Nos vigilan.No os voy a descubrir yo aquí que son las administraciones púiblicas las primeras que se ríen a mandíbula batiente de la Ley de Protección de Datos. Eso lo sabemos todos. Aprovechando que a ellos les resbalan las multimillonarias sanciones que se pueden imponer por esta clase de conductas, siguen publicando nombres y DNI en páginas tan variopintas como las de turismo, oposiciones y demás.

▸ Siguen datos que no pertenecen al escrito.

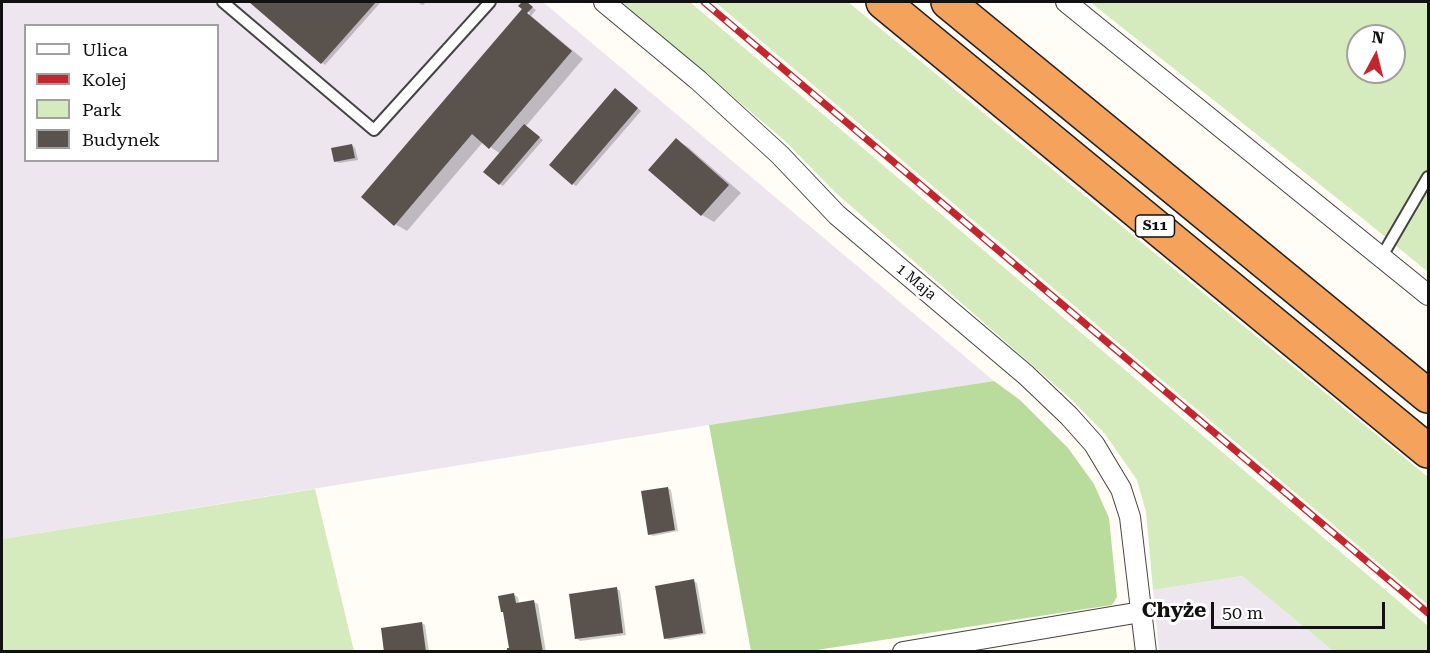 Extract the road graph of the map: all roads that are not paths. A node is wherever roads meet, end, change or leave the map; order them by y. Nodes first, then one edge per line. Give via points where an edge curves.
1 (223, 2) edge
2 (490, 2) edge
3 (604, 2) edge
4 (882, 2) edge
5 (948, 2) edge
6 (1066, 2) edge
7 (1428, 177) edge
8 (1382, 256) junction
9 (1428, 295) edge
10 (1428, 396) edge
11 (1428, 451) edge
12 (1142, 612) junction
13 (903, 651) edge
14 (1146, 651) edge

1 - 2 lane via 374,130
3 - 12 street, 1 Maja via 698,80 780,155 837,215 1026,375 1094,444 1121,489 1130,517
4 - 11 highway, S11
5 - 10 highway, S11
6 - 8 street
7 - 8 lane
8 - 9 street
12 - 13 street
12 - 14 street, 1 Maja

Todo el mundo sabe que si por alguna razón se necesitan mil o diez mil nombres con sus números de carné de identidad correspondientes, no hay nada más fácil que ir a un boletín oficial cualquiera y buscar en la sección de morosos, ya sea por multas, por depuradora de aguas, por fincas rústicas o por cualquier motivo, y allí aparecen millares de datos.  Y si eso parece demasiado trabajoso, es más fácil aún ir a la sección de empleo público de alguna administración y buscar la lista de opositores, de admitidos o similares. No quiero dar ideas en lo referente a para qué se emplean esos datos, pero me consta que algunas campañas de recogidas de firmas para distintos motivos se realizan así. Eso, hablando únicamente de lo menos grave, pero ya digo que no quiero dar ideas.

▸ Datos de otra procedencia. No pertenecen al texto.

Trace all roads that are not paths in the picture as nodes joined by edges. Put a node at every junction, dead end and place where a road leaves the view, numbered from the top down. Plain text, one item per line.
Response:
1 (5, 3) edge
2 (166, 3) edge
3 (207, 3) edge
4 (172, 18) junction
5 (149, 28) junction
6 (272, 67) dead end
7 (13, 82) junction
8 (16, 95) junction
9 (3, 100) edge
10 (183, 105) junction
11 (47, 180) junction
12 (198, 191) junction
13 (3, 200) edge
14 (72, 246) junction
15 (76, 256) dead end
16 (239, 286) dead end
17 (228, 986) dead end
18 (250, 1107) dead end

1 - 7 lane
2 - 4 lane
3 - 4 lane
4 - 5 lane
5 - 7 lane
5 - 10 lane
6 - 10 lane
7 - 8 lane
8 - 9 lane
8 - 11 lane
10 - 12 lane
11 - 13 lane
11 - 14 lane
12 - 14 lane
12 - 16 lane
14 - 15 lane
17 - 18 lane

La última en ese sentido, es la Ley de Partidos Políticos, pues todos los partidos políticos tienen derecho a que se le faciliten los datos del censo de votantes, así que si que quieren tener los datos de todos los madrileños, por ejemplo, se puede ir por lo legal y tratar de conseguirlos con mucho coste y esfuerzo de fuentes públicas, o se puede tramitar el papeleo de crear un partido político y… ¡voilà! ¡te los dan todos juntos, cocinados y de un golpe!

Cada vez estoy más convencido de que algunas leyes se hacen para poder castigar de manera arbitraria. La protección del ciudadano es un prretexto, una milonga impensable.